Is there a tendency to dismiss contemporary horror films we would’ve loved in the 70s or 80s? As if we know better now? As if their age and the era is the only charm? I certainly hope not, but am afraid so. Bruce McDonald, veteran filmmaker and director behind one of our age’s few, truly interesting zombie films (Pontypool) has returned to the genre with Hellions, a visually stunning movie cut from the same Euro cloth as the illogical, fever dream works of Fulci and more. Its muted reception at Sundance then is both unfortunate and yet all too believable. 

Hellions is a mad Halloween movie, imbued so fully with the frightening folk spirit that McDonald and cinematographer Norayr Kasper lensed much of the film in infrared, its red/orange tint glowing beautifully off the screen. In the film, Dora (Chloe Rose) is a sweet, if rebellious teenager that calls the ‘pumpkin capital of the world’ home. Her town is an All Hallow’s habitat and McDonald and Kasper confidently shoot it wide in big, striking tableaus that only grow eerier as the film proceeds. After an autumnal hang with her boyfriend, Dora gets some shocking news: she’s pregnant. Entirely unready for this tremendous a life change, Dora reconfigures her plans for the evening, sitting at home in an angel costume and indulging in child carrying cravings.

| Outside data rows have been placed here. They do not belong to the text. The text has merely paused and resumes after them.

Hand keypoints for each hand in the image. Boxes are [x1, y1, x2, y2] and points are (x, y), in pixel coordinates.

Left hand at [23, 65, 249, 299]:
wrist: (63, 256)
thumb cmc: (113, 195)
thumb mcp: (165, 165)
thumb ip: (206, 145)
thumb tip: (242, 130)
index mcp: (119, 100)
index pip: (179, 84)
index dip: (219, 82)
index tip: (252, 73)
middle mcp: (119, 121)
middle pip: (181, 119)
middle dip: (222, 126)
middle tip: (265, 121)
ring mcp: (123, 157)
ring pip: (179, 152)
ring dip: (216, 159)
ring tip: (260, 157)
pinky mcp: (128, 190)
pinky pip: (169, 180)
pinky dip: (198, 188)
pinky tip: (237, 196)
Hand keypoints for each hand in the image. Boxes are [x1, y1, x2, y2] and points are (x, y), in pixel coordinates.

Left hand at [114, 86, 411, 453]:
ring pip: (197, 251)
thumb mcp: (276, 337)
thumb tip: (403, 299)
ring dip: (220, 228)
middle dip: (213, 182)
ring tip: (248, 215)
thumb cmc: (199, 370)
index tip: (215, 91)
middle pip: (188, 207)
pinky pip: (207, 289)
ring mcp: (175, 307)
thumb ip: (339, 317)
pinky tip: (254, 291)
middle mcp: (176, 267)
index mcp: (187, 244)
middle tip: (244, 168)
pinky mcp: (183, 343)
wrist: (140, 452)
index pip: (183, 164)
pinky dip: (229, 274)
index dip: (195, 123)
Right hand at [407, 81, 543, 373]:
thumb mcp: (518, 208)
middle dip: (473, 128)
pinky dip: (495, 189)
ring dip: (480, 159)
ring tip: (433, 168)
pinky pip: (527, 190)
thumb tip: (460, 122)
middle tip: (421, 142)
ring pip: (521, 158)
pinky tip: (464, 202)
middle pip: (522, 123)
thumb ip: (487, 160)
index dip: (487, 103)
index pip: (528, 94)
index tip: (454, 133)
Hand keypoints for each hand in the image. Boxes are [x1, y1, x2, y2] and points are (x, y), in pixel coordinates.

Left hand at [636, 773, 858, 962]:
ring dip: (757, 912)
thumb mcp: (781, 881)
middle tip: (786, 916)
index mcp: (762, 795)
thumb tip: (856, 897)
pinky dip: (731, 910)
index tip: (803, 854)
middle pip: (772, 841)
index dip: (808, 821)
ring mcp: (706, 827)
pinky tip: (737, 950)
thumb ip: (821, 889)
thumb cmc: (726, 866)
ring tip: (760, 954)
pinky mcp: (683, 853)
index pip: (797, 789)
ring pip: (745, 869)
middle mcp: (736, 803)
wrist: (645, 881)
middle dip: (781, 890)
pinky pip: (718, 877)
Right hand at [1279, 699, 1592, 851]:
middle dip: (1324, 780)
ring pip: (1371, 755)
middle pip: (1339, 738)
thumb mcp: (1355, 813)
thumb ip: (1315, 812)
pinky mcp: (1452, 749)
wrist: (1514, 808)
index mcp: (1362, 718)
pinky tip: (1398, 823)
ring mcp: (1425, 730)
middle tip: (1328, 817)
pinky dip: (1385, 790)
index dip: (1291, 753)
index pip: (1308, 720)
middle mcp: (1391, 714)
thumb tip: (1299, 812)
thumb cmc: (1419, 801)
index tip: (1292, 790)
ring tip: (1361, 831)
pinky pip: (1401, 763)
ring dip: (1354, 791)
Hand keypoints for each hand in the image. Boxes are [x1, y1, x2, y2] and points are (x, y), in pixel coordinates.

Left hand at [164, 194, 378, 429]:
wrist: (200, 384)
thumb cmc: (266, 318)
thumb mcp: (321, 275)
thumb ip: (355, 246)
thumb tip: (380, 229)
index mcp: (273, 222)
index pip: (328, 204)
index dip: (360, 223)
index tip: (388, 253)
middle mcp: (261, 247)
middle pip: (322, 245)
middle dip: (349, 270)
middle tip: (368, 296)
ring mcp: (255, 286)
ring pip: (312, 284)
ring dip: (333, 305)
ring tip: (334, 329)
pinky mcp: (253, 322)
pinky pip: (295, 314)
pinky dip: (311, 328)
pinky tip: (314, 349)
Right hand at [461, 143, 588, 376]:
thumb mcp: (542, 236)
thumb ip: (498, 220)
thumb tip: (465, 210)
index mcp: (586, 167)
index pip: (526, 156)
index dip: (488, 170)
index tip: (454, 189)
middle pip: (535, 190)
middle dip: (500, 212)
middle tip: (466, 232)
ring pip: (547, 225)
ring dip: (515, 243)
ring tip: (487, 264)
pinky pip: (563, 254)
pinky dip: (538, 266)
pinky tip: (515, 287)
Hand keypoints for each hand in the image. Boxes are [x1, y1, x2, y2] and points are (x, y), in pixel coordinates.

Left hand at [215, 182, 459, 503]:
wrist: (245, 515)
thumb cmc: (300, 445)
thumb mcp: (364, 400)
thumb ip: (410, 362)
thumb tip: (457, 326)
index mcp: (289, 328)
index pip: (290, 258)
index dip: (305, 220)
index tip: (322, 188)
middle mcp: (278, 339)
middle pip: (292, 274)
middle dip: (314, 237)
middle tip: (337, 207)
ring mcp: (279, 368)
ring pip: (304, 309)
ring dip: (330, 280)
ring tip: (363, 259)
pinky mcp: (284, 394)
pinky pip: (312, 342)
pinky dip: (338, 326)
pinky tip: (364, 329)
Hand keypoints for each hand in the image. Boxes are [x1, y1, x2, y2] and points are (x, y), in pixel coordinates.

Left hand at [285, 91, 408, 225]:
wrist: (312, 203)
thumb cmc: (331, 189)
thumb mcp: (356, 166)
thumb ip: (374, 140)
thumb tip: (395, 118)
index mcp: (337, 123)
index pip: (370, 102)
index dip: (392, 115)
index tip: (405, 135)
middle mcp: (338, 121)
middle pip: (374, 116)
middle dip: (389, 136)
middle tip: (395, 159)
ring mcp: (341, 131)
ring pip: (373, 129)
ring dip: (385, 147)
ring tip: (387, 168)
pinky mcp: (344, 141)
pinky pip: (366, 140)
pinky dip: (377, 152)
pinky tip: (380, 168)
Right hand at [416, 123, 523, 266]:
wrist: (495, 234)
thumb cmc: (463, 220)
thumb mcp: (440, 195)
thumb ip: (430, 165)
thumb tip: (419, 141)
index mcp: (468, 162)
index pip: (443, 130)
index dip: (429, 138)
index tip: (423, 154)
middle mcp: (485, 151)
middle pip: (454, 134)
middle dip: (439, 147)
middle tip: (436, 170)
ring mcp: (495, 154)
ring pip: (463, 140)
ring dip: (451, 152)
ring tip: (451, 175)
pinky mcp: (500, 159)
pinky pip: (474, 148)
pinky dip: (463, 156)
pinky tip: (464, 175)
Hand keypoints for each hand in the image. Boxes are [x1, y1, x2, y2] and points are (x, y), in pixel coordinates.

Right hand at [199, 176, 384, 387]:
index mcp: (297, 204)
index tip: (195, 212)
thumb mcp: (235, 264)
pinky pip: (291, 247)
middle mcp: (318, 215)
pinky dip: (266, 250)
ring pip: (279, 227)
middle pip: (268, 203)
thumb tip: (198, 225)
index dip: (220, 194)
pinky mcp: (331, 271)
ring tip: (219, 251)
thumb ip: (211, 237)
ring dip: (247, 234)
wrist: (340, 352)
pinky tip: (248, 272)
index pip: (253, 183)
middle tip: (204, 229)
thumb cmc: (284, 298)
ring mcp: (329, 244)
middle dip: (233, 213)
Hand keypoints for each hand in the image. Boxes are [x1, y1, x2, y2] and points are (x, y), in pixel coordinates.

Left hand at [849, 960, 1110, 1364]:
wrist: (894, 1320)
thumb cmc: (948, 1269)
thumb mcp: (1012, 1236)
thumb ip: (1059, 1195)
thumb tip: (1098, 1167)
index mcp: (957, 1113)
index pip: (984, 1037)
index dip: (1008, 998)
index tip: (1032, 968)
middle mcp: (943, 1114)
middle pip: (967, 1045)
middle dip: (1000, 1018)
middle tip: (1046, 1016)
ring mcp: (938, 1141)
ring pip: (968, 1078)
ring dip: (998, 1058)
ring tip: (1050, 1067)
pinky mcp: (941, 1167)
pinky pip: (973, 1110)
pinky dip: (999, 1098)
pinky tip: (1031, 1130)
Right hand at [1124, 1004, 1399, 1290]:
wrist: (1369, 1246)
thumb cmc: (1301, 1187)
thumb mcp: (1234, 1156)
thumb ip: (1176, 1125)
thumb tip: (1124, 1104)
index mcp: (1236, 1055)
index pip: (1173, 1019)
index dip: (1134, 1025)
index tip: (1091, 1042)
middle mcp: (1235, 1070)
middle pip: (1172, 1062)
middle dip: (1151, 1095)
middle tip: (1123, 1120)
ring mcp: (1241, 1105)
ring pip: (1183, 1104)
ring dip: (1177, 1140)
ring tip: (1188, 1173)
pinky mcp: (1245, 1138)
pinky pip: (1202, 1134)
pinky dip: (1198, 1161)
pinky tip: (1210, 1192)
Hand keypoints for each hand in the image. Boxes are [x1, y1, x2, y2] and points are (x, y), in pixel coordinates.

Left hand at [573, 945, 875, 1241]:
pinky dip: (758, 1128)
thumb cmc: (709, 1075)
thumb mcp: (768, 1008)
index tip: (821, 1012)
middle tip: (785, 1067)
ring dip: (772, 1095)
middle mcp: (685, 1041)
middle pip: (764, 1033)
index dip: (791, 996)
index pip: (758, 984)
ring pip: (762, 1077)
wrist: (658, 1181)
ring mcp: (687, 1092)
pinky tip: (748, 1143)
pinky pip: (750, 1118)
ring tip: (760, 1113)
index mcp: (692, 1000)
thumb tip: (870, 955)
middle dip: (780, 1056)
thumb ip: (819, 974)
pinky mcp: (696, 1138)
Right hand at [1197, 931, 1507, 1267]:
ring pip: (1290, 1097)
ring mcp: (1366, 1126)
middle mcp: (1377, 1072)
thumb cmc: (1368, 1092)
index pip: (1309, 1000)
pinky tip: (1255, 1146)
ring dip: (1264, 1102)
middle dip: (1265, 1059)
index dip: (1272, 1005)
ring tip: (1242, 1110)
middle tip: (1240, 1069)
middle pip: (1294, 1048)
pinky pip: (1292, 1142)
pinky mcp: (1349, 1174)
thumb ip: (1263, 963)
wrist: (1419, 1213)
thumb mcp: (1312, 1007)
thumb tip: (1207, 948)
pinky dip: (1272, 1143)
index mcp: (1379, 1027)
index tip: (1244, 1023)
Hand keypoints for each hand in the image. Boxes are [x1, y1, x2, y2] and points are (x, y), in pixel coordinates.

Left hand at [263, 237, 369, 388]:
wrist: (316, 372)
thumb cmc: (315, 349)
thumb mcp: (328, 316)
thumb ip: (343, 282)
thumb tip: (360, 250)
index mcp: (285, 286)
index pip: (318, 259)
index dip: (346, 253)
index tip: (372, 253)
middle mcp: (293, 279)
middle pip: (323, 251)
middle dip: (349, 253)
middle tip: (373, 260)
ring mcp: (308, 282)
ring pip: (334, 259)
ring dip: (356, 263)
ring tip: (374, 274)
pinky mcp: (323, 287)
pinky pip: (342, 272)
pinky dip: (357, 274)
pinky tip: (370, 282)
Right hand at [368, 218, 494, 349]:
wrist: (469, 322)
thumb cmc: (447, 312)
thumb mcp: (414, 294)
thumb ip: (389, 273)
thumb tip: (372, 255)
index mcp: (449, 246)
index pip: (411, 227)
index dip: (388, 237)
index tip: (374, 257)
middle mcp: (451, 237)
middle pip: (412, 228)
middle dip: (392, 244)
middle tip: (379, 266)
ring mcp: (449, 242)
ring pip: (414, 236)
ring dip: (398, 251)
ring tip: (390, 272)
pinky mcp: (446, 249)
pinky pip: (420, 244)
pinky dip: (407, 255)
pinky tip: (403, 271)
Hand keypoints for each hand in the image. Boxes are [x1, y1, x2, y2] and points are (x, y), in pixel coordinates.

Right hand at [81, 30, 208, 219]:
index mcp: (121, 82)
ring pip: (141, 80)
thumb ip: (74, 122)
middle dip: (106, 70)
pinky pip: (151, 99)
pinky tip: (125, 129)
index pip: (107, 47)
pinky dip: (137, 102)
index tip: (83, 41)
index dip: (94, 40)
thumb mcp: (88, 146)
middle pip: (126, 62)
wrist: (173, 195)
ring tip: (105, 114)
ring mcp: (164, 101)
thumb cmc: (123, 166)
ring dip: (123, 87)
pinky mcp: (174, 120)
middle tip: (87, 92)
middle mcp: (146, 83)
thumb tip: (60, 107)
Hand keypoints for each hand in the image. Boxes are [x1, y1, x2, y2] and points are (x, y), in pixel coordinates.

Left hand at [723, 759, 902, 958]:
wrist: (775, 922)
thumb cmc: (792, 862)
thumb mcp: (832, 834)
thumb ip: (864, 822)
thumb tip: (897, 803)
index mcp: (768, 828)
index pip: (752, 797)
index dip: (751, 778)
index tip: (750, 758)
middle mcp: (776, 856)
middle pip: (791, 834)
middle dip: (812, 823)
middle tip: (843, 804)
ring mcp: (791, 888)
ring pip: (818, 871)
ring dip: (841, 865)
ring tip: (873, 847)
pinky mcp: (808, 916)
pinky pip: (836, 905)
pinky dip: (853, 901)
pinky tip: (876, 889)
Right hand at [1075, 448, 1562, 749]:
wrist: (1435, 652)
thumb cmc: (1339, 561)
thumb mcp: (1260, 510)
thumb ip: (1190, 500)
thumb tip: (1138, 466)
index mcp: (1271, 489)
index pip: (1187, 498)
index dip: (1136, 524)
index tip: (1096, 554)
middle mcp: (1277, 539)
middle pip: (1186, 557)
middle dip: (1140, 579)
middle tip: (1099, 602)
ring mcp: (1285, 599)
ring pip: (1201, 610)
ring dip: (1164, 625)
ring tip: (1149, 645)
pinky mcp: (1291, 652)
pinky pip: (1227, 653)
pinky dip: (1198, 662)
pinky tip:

Soon, the trick-or-treater announcing doorbells turn sinister. The film is like one of those inherently creepy images of Halloween in the 1920s come-to-life. Small, childlike forms, draped in dresses and overalls, and adorned with unsettling masks locked in benevolent expression, terrorize Dora. They whisper in her head. They want her baby. These demonic little things invade her home and force this angel out into the red night.

It’s enchanting. The look of McDonald’s film, unlike much anything else, takes the wheel from its comparatively simple setup and pushes Hellions into a dreamy ultra-style. Just as Dora is delivered the news of her pregnancy, she’s told there’s still time for options, and so the film externalizes her dilemma in bold, nightmarish form. The middle ground of Halloween, in which the living and dead and supernatural co-exist, parallels her own between adulthood and adolescence, between keeping a baby or not.

This theme is there, but Hellions is a sensory experience. The Hellions themselves are Dora’s self-doubt, vicious inner critique, and McDonald lets them do their thing, warping and upending Dora’s headspace and our own perception of dream and reality (but movies are a dream, so what does it matter). A field of pumpkins explodes; an infant mutates; bodies melt; and the Hellions overrun those still tableaus to make for devilish portraits. At one point, Robert Patrick, essaying a protective sheriff, impossibly encounters the entrance to his home in the middle of the woods. These images hang in your head, like the wicked, childish song sung by the creatures. It’s awesome.